Out of the data below, copy every line with the string "Vergers".

——————————

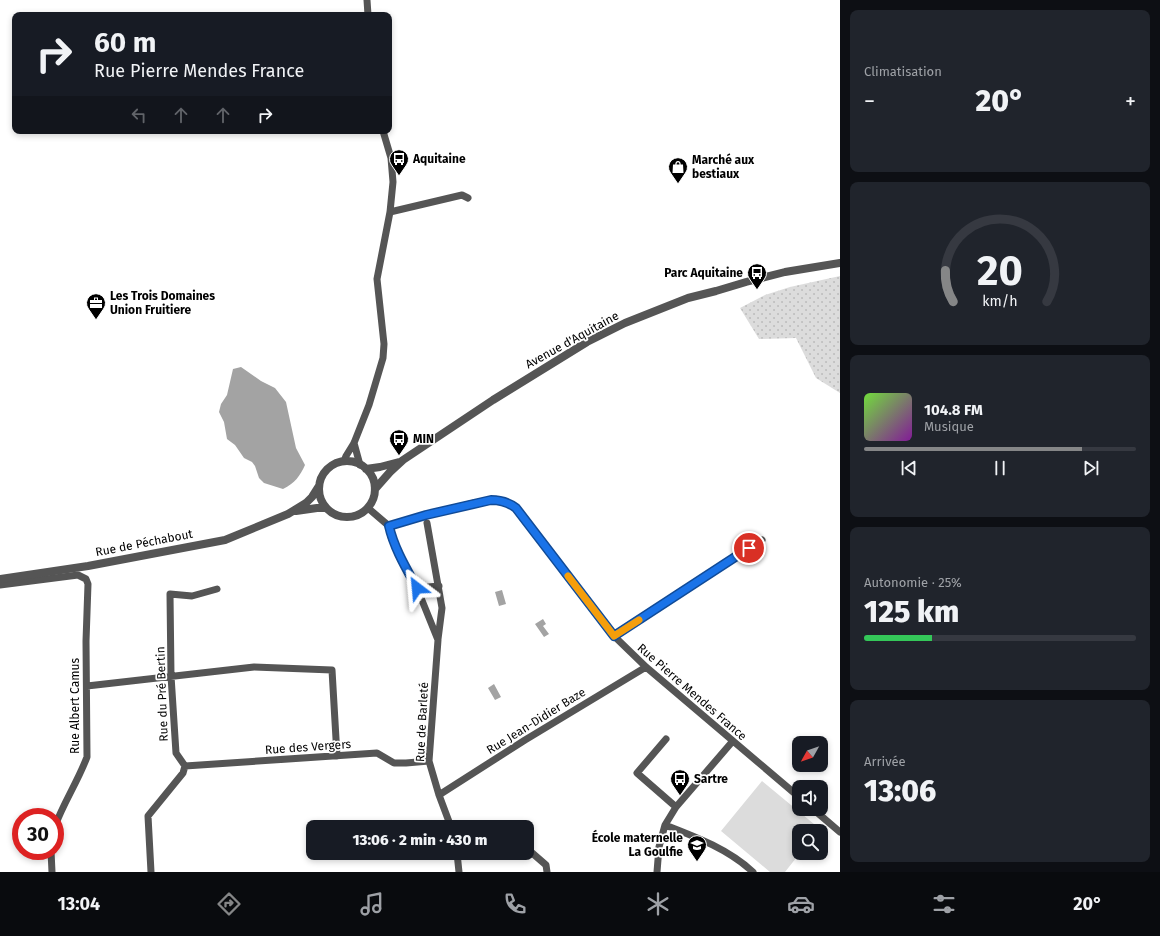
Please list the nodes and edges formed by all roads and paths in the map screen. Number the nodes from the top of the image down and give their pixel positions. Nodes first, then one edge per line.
1 (367, 0) edge
2 (368, 12) edge
3 (384, 134) edge
4 (468, 198) dead end
5 (390, 212) junction
6 (840, 263) edge
7 (354, 443) junction
8 (403, 460) junction
9 (344, 461) junction
10 (363, 467) junction
11 (319, 486) junction
12 (375, 489) junction
13 (326, 508) junction
14 (368, 508) junction
15 (288, 514) junction
16 (427, 523) dead end
17 (389, 526) junction
18 (762, 540) dead end
19 (0, 578) edge
20 (0, 585) edge
21 (439, 586) junction
22 (417, 588) junction
23 (216, 589) dead end
24 (614, 636) junction
25 (438, 640) junction
26 (646, 667) junction
27 (171, 676) junction
28 (87, 686) junction
29 (666, 739) dead end
30 (732, 742) junction
31 (337, 756) junction
32 (429, 761) junction
33 (185, 766) junction
34 (792, 792) edge
35 (439, 796) junction
36 (676, 807) junction
37 (63, 808) edge
38 (821, 816) edge
39 (448, 820) edge
40 (665, 825) junction
41 (840, 832) edge
42 (534, 855) edge
43 (51, 860) edge
44 (458, 860) edge
45 (52, 872) edge
46 (151, 872) edge
47 (459, 872) edge
48 (547, 872) edge
49 (657, 872) edge
50 (753, 872) edge

1 - 2 street
3 - 5 street
4 - 5 street
5 - 7 street
6 - 8 street, Avenue d'Aquitaine
7 - 9 street
7 - 10 street
8 - 10 street, Avenue d'Aquitaine
8 - 12 street, Avenue d'Aquitaine
9 - 10 street
9 - 11 street
10 - 12 street
11 - 13 street
11 - 15 street, Rue de Péchabout
12 - 14 street
13 - 14 street
13 - 15 street, Rue de Péchabout
14 - 17 street
15 - 19 street, Rue de Péchabout
16 - 21 street, Rue de Barleté
17 - 22 street, Rue de Barleté
17 - 24 street, Rue Pierre Mendes France
18 - 24 street
20 - 28 street, Rue Albert Camus
21 - 22 street
21 - 25 street, Rue de Barleté
22 - 25 street, Rue de Barleté
23 - 27 street, Rue du Pré Bertin
24 - 26 street, Rue Pierre Mendes France
25 - 32 street, Rue de Barleté
26 - 30 street, Rue Pierre Mendes France
26 - 35 street, Rue Jean-Didier Baze
27 - 28 street
27 - 31 street
27 - 33 street, Rue du Pré Bertin
28 - 37 street, Rue Albert Camus
29 - 36 street
30 - 34 street, Rue Pierre Mendes France
30 - 36 street
31 - 32 street, Rue des Vergers
31 - 33 street, Rue des Vergers
32 - 35 street, Rue de Barleté
33 - 46 street
35 - 39 street, Rue de Barleté
36 - 40 street
38 - 41 street
40 - 49 street
40 - 50 street
42 - 48 street
43 - 45 street
44 - 47 street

——————————

**EXERCISE OUTPUT**
31 - 32 street, Rue des Vergers
31 - 33 street, Rue des Vergers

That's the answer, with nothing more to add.